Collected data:
┄┄┄┄┄┄
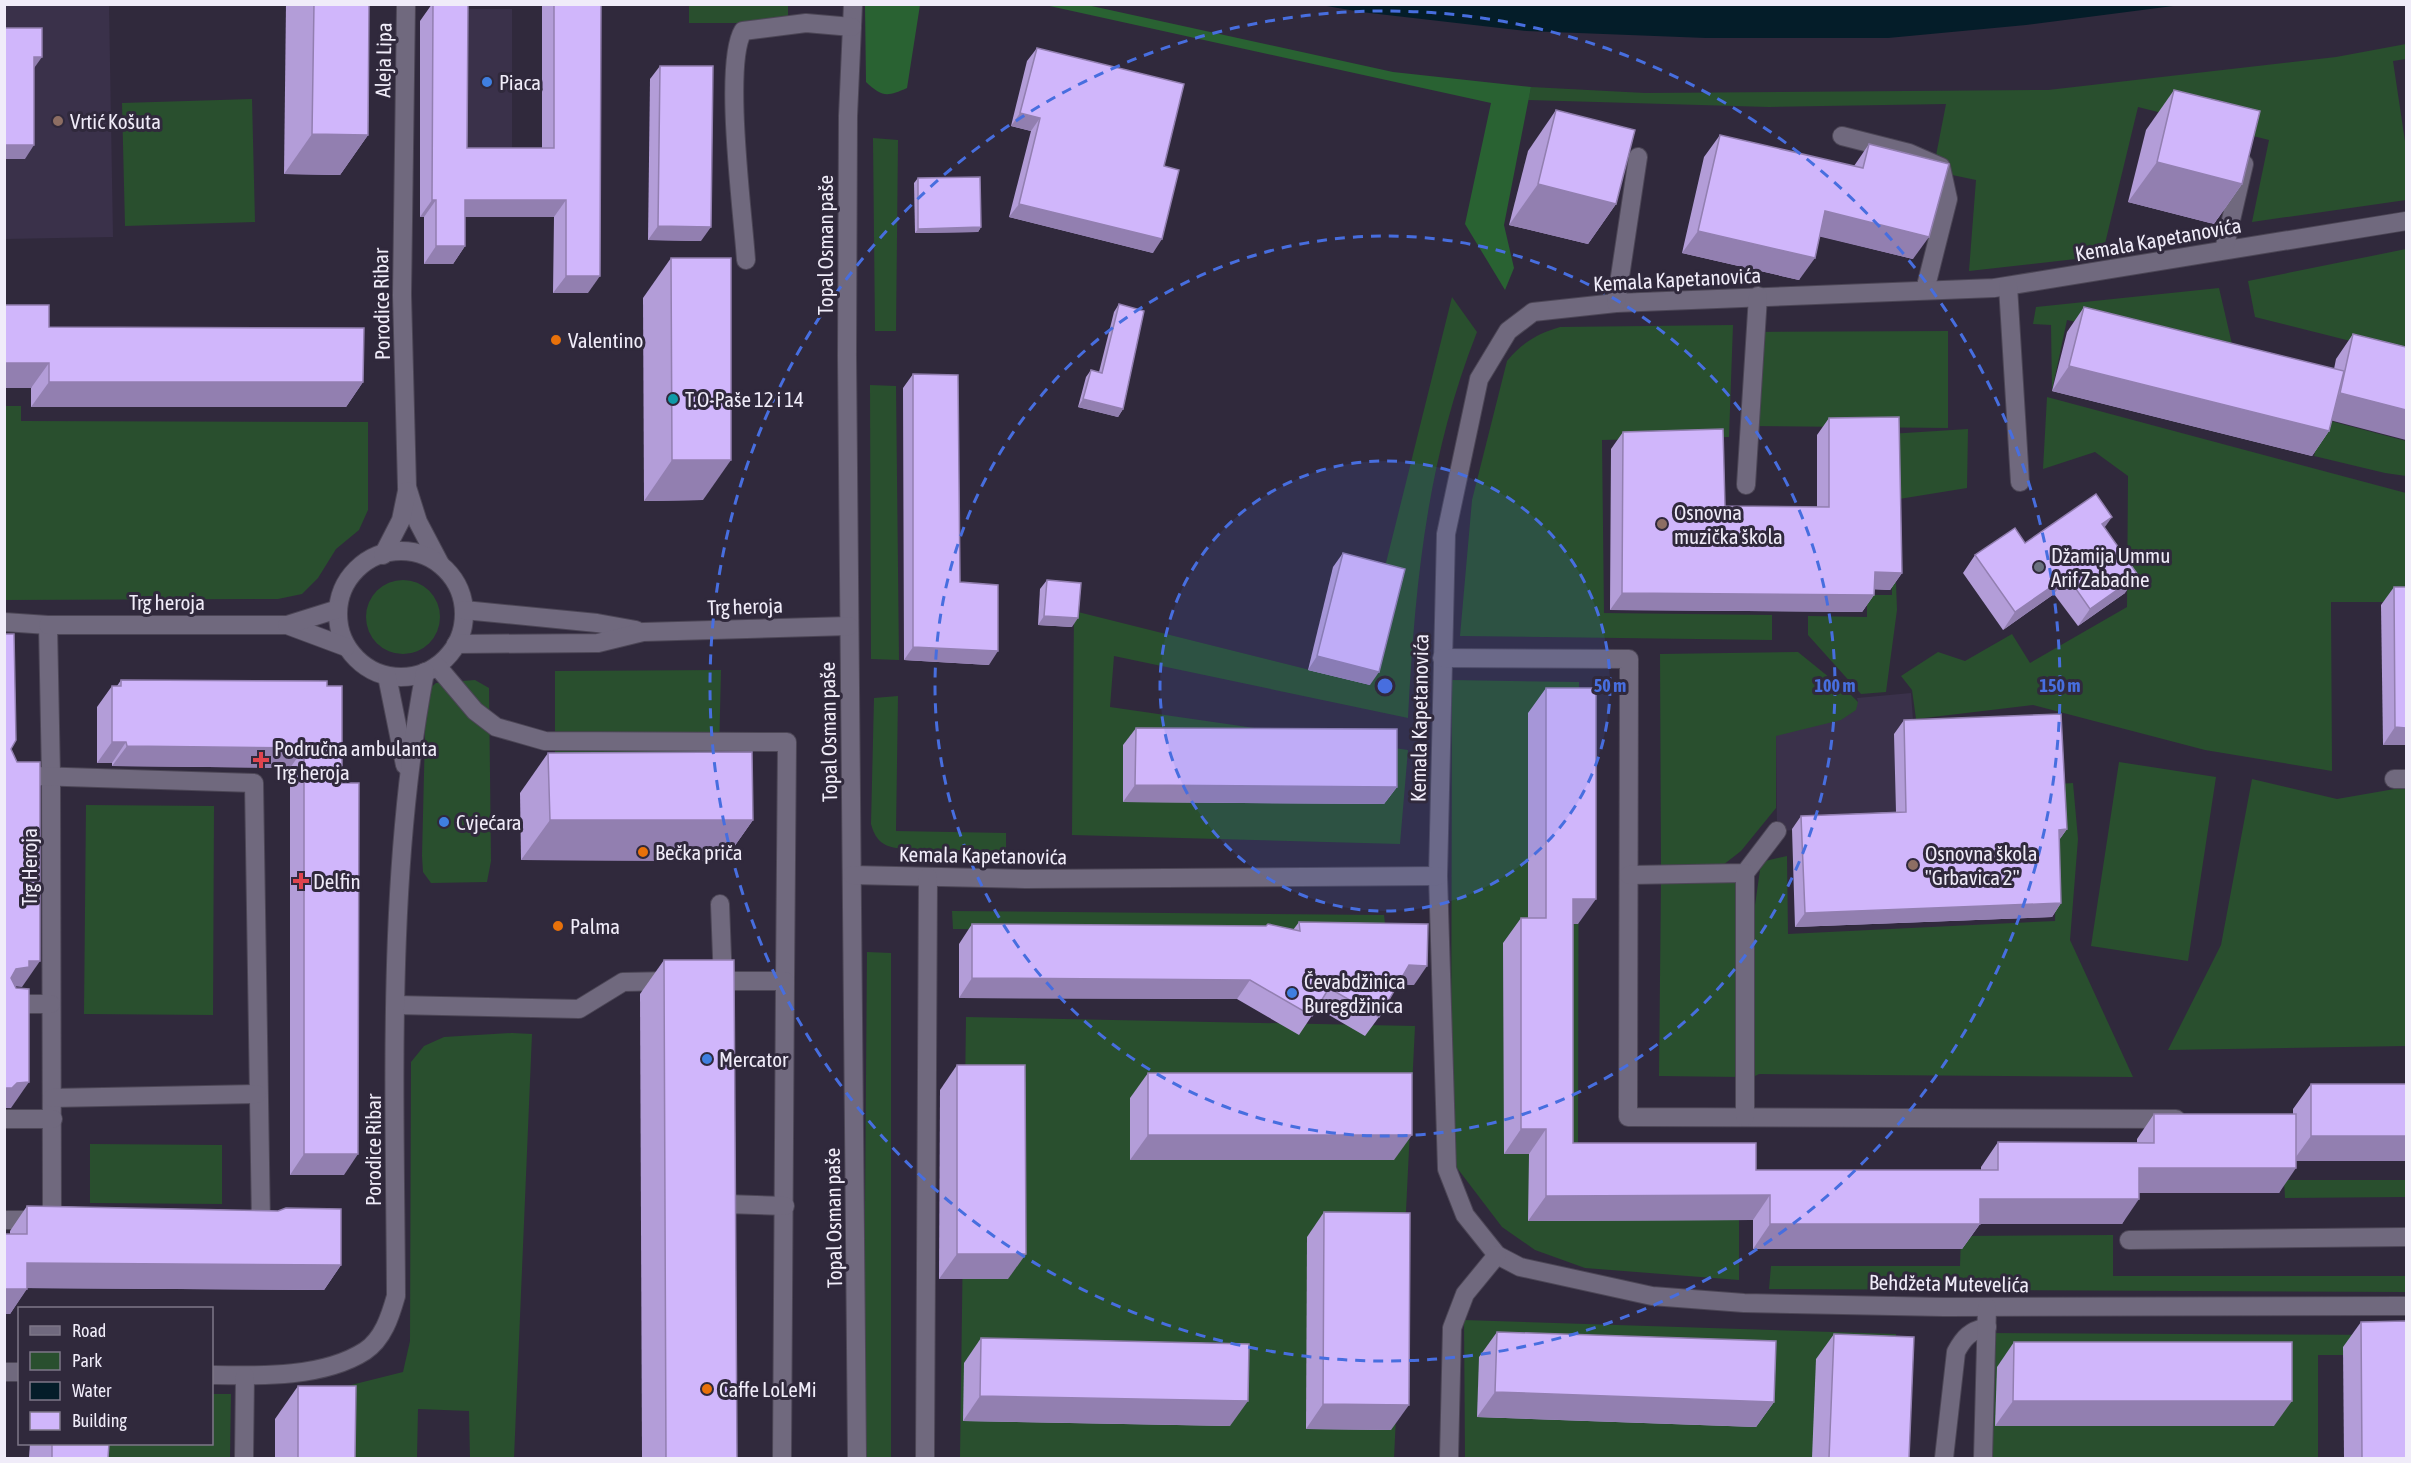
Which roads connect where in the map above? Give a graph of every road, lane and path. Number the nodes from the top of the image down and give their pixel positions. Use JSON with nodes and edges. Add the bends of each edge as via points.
{"nodes":[{"id":1,"x":406,"y":4,"type":"edge"},
{"id":2,"x":853,"y":4,"type":"edge"},
{"id":3,"x":852,"y":27,"type":"junction"},
{"id":4,"x":404,"y":117,"type":"joint"},
{"id":5,"x":1842,"y":136,"type":"dead end"},
{"id":6,"x":1638,"y":157,"type":"dead end"},
{"id":7,"x":2245,"y":162,"type":"edge"},
{"id":8,"x":2406,"y":221,"type":"edge"},
{"id":9,"x":2224,"y":250,"type":"junction"},
{"id":10,"x":746,"y":260,"type":"dead end"},
{"id":11,"x":2008,"y":286,"type":"junction"},
{"id":12,"x":1925,"y":290,"type":"junction"},
{"id":13,"x":1758,"y":296,"type":"junction"},
{"id":14,"x":1616,"y":303,"type":"junction"},
{"id":15,"x":2020,"y":482,"type":"dead end"},
{"id":16,"x":1746,"y":485,"type":"dead end"},
{"id":17,"x":408,"y":491,"type":"junction"},
{"id":18,"x":383,"y":555,"type":"junction"},
{"id":19,"x":440,"y":564,"type":"junction"},
{"id":20,"x":338,"y":609,"type":"junction"},
{"id":21,"x":464,"y":610,"type":"junction"},
{"id":22,"x":4,"y":622,"type":"edge"},
{"id":23,"x":48,"y":625,"type":"junction"},
{"id":24,"x":287,"y":626,"type":"junction"},
{"id":25,"x":849,"y":626,"type":"junction"},
{"id":26,"x":643,"y":632,"type":"junction"},
{"id":27,"x":456,"y":644,"type":"junction"},
{"id":28,"x":346,"y":647,"type":"junction"},
{"id":29,"x":1442,"y":658,"type":"junction"},
{"id":30,"x":431,"y":669,"type":"junction"},
{"id":31,"x":387,"y":676,"type":"junction"},
{"id":32,"x":4,"y":775,"type":"edge"},
{"id":33,"x":51,"y":776,"type":"junction"},
{"id":34,"x":408,"y":782,"type":"junction"},
{"id":35,"x":1777,"y":831,"type":"dead end"},
{"id":36,"x":1745,"y":873,"type":"junction"},
{"id":37,"x":852,"y":875,"type":"junction"},
{"id":38,"x":1629,"y":875,"type":"junction"},
{"id":39,"x":1438,"y":876,"type":"junction"},
{"id":40,"x":928,"y":877,"type":"junction"},
{"id":41,"x":720,"y":904,"type":"dead end"},
{"id":42,"x":723,"y":981,"type":"junction"},
{"id":43,"x":785,"y":981,"type":"junction"},
{"id":44,"x":4,"y":1004,"type":"edge"},
{"id":45,"x":51,"y":1004,"type":"junction"},
{"id":46,"x":723,"y":1004,"type":"edge"},
{"id":47,"x":396,"y":1005,"type":"junction"},
{"id":48,"x":257,"y":1094,"type":"junction"},
{"id":49,"x":52,"y":1098,"type":"junction"},
{"id":50,"x":1745,"y":1117,"type":"junction"},
{"id":51,"x":4,"y":1119,"type":"edge"},
{"id":52,"x":53,"y":1119,"type":"junction"},
{"id":53,"x":2189,"y":1119,"type":"edge"},
{"id":54,"x":785,"y":1206,"type":"junction"},
{"id":55,"x":4,"y":1220,"type":"edge"},
{"id":56,"x":52,"y":1220,"type":"junction"},
{"id":57,"x":75,"y":1221,"type":"edge"},
{"id":58,"x":238,"y":1225,"type":"edge"},
{"id":59,"x":726,"y":1227,"type":"edge"},
{"id":60,"x":2406,"y":1237,"type":"edge"},
{"id":61,"x":2129,"y":1240,"type":"edge"},
{"id":62,"x":1497,"y":1255,"type":"junction"},
{"id":63,"x":2406,"y":1306,"type":"edge"},
{"id":64,"x":1987,"y":1307,"type":"junction"},
{"id":65,"x":1987,"y":1327,"type":"junction"},
{"id":66,"x":213,"y":1375,"type":"edge"},
{"id":67,"x":245,"y":1376,"type":"junction"},
{"id":68,"x":244,"y":1458,"type":"edge"},
{"id":69,"x":782,"y":1458,"type":"edge"},
{"id":70,"x":857,"y":1458,"type":"edge"},
{"id":71,"x":925,"y":1458,"type":"edge"},
{"id":72,"x":1449,"y":1458,"type":"edge"},
{"id":73,"x":1944,"y":1458,"type":"edge"},
{"id":74,"x":1983,"y":1458,"type":"edge"}],
"edges":[{"from":1,"to":4,"type":"street","name":"Aleja Lipa"},
{"from":2,"to":3,"type":"street","name":"Topal Osman paše"},
{"from":3,"to":10,"type":"street","via":[[795,24],[743,31],[737,41],[733,78]]},
{"from":3,"to":25,"type":"street","name":"Topal Osman paše","via":[[848,116]]},
{"from":4,"to":17,"type":"street","name":"Porodice Ribar","via":[[402,295]]},
{"from":5,"to":12,"type":"street","via":[[1909,153],[1941,167],[1948,199]]},
{"from":6,"to":14,"type":"street"},
{"from":7,"to":9,"type":"street"},
{"from":8,"to":9,"type":"street","name":"Kemala Kapetanovića"},
{"from":9,"to":11,"type":"street","name":"Kemala Kapetanovića"},
{"from":11,"to":12,"type":"street","name":"Kemala Kapetanovića"},
{"from":11,"to":15,"type":"street"},
{"from":12,"to":13,"type":"street","name":"Kemala Kapetanovića"},
{"from":13,"to":14,"type":"street","name":"Kemala Kapetanovića"},
{"from":13,"to":16,"type":"street"},
{"from":14,"to":29,"type":"street","name":"Kemala Kapetanovića","via":[[1533,312],[1508,331],[1479,379],[1446,534]]},
{"from":17,"to":18,"type":"street","name":"Porodice Ribar","via":[[401,520]]},
{"from":17,"to":19,"type":"street","name":"Porodice Ribar","via":[[418,522]]},
{"from":18,"to":19,"type":"street","via":[[417,554]]},
{"from":18,"to":20,"type":"street","via":[[356,570],[346,584]]},
{"from":19,"to":21,"type":"street","via":[[454,581]]},
{"from":20,"to":24,"type":"street","name":"Trg heroja"},
{"from":20,"to":28,"type":"street"},
{"from":21,"to":26,"type":"street","name":"Trg heroja","via":[[597,623]]},
{"from":21,"to":27,"type":"street"},
{"from":22,"to":23,"type":"street","name":"Trg heroja"},
{"from":23,"to":24,"type":"street","name":"Trg heroja"},
{"from":23,"to":33,"type":"street","name":"Trg Heroja"},
{"from":24,"to":28,"type":"street","name":"Trg heroja"},
{"from":25,"to":26,"type":"street","name":"Trg heroja"},
{"from":25,"to":37,"type":"street","name":"Topal Osman paše"},
{"from":26,"to":27,"type":"street","name":"Trg heroja","via":[[598,643]]},
{"from":27,"to":30,"type":"street"},
{"from":28,"to":31,"type":"street","via":[[360,662]]},
{"from":29,"to":38,"type":"street","via":[[1629,659]]},
{"from":29,"to":39,"type":"street","name":"Kemala Kapetanovića"},
{"from":30,"to":31,"type":"street","via":[[413,676]]},
{"from":30,"to":34,"type":"street","name":"Porodice Ribar"},
{"from":30,"to":43,"type":"street","via":[[496,727],[545,741],[787,742]]},
{"from":31,"to":34,"type":"street","name":"Porodice Ribar"},
{"from":32,"to":33,"type":"street"},
{"from":33,"to":45,"type":"street","name":"Trg Heroja"},
{"from":33,"to":48,"type":"street","via":[[254,783]]},
{"from":34,"to":47,"type":"street","name":"Porodice Ribar"},
{"from":35,"to":36,"type":"street"},
{"from":36,"to":38,"type":"street"},
{"from":36,"to":50,"type":"street"},
{"from":37,"to":40,"type":"street","name":"Kemala Kapetanovića"},
{"from":37,"to":70,"type":"street","name":"Topal Osman paše"},
{"from":38,"to":50,"type":"street","via":[[1628,1116]]},
{"from":39,"to":40,"type":"street","name":"Kemala Kapetanovića"},
{"from":39,"to":62,"type":"street","name":"Kemala Kapetanovića","via":[[1447,1169],[1465,1215]]},
{"from":40,"to":71,"type":"street"},
{"from":41,"to":42,"type":"street"},
{"from":42,"to":43,"type":"street"},
{"from":42,"to":46,"type":"street"},
{"from":42,"to":47,"type":"street","via":[[623,982],[579,1009]]},
{"from":43,"to":54,"type":"street"},
{"from":44,"to":45,"type":"street"},
{"from":45,"to":49,"type":"street","name":"Trg Heroja"},
{"from":47,"to":67,"type":"street","name":"Porodice Ribar","via":[[396,1296],[390,1318],[366,1351],[342,1362],[309,1370]]},
{"from":48,"to":49,"type":"street"},
{"from":48,"to":58,"type":"street","via":[[261,1225]]},
{"from":49,"to":52,"type":"street","name":"Trg Heroja"},
{"from":50,"to":53,"type":"street"},
{"from":51,"to":52,"type":"street"},
{"from":52,"to":56,"type":"street","name":"Trg Heroja"},
{"from":54,"to":59,"type":"street","via":[[726,1198]]},
{"from":54,"to":69,"type":"street"},
{"from":55,"to":56,"type":"street"},
{"from":56,"to":57,"type":"street"},
{"from":60,"to":61,"type":"street"},
{"from":62,"to":64,"type":"street","name":"Behdžeta Mutevelića","via":[[1520,1268],[1652,1296],[1744,1303]]},
{"from":62,"to":72,"type":"street","via":[[1465,1294],[1452,1328]]},
{"from":63,"to":64,"type":"street","name":"Behdžeta Mutevelića"},
{"from":64,"to":65,"type":"street"},
{"from":65,"to":73,"type":"street","via":[[1973,1330],[1963,1338],[1956,1352]]},
{"from":65,"to":74,"type":"street"},
{"from":66,"to":67,"type":"street","name":"Porodice Ribar"},
{"from":67,"to":68,"type":"street"}]}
┄┄┄┄┄┄
• WORK REQUEST:
Determine how many of the lines above hold the word "paše", and output that number by itself.

• TASK RESULT:
4